Start of Supplied information
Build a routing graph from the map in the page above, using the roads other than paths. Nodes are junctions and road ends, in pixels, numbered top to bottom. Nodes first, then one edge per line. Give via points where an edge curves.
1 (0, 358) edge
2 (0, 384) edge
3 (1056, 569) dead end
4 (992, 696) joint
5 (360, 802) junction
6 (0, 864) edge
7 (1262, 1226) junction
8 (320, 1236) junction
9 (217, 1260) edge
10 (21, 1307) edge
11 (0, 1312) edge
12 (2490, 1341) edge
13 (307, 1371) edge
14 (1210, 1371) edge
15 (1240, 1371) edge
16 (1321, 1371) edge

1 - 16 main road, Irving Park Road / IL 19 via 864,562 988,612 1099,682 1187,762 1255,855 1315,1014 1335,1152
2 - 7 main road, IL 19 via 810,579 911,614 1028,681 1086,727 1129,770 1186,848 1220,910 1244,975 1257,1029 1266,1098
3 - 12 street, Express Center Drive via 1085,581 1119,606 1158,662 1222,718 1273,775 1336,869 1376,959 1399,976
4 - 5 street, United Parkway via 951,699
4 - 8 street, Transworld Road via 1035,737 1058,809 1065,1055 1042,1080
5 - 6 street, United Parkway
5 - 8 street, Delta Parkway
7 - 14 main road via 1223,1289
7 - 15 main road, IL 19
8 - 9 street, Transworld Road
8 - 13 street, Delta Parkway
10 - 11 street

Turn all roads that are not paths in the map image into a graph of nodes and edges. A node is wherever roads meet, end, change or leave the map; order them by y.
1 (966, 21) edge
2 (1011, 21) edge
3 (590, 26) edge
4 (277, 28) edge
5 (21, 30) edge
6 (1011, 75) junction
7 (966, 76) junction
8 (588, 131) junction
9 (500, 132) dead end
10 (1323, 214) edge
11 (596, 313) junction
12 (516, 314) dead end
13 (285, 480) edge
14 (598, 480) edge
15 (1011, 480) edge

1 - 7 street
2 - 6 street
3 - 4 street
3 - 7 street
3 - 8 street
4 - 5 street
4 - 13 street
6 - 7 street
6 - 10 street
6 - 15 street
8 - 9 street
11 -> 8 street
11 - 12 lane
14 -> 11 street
End of Supplied information
> **Task description**: Reproduce the records above in full and with exact wording.

> **Response to the exercise**:
Build a routing graph from the map in the page above, using the roads other than paths. Nodes are junctions and road ends, in pixels, numbered top to bottom. Nodes first, then one edge per line. Give via points where an edge curves.
1 (0, 358) edge
2 (0, 384) edge
3 (1056, 569) dead end
4 (992, 696) joint
5 (360, 802) junction
6 (0, 864) edge
7 (1262, 1226) junction
8 (320, 1236) junction
9 (217, 1260) edge
10 (21, 1307) edge
11 (0, 1312) edge
12 (2490, 1341) edge
13 (307, 1371) edge
14 (1210, 1371) edge
15 (1240, 1371) edge
16 (1321, 1371) edge

1 - 16 main road, Irving Park Road / IL 19 via 864,562 988,612 1099,682 1187,762 1255,855 1315,1014 1335,1152
2 - 7 main road, IL 19 via 810,579 911,614 1028,681 1086,727 1129,770 1186,848 1220,910 1244,975 1257,1029 1266,1098
3 - 12 street, Express Center Drive via 1085,581 1119,606 1158,662 1222,718 1273,775 1336,869 1376,959 1399,976
4 - 5 street, United Parkway via 951,699
4 - 8 street, Transworld Road via 1035,737 1058,809 1065,1055 1042,1080
5 - 6 street, United Parkway
5 - 8 street, Delta Parkway
7 - 14 main road via 1223,1289
7 - 15 main road, IL 19
8 - 9 street, Transworld Road
8 - 13 street, Delta Parkway
10 - 11 street

Turn all roads that are not paths in the map image into a graph of nodes and edges. A node is wherever roads meet, end, change or leave the map; order them by y.
1 (966, 21) edge
2 (1011, 21) edge
3 (590, 26) edge
4 (277, 28) edge
5 (21, 30) edge
6 (1011, 75) junction
7 (966, 76) junction
8 (588, 131) junction
9 (500, 132) dead end
10 (1323, 214) edge
11 (596, 313) junction
12 (516, 314) dead end
13 (285, 480) edge
14 (598, 480) edge
15 (1011, 480) edge

1 - 7 street
2 - 6 street
3 - 4 street
3 - 7 street
3 - 8 street
4 - 5 street
4 - 13 street
6 - 7 street
6 - 10 street
6 - 15 street
8 - 9 street
11 -> 8 street
11 - 12 lane
14 -> 11 street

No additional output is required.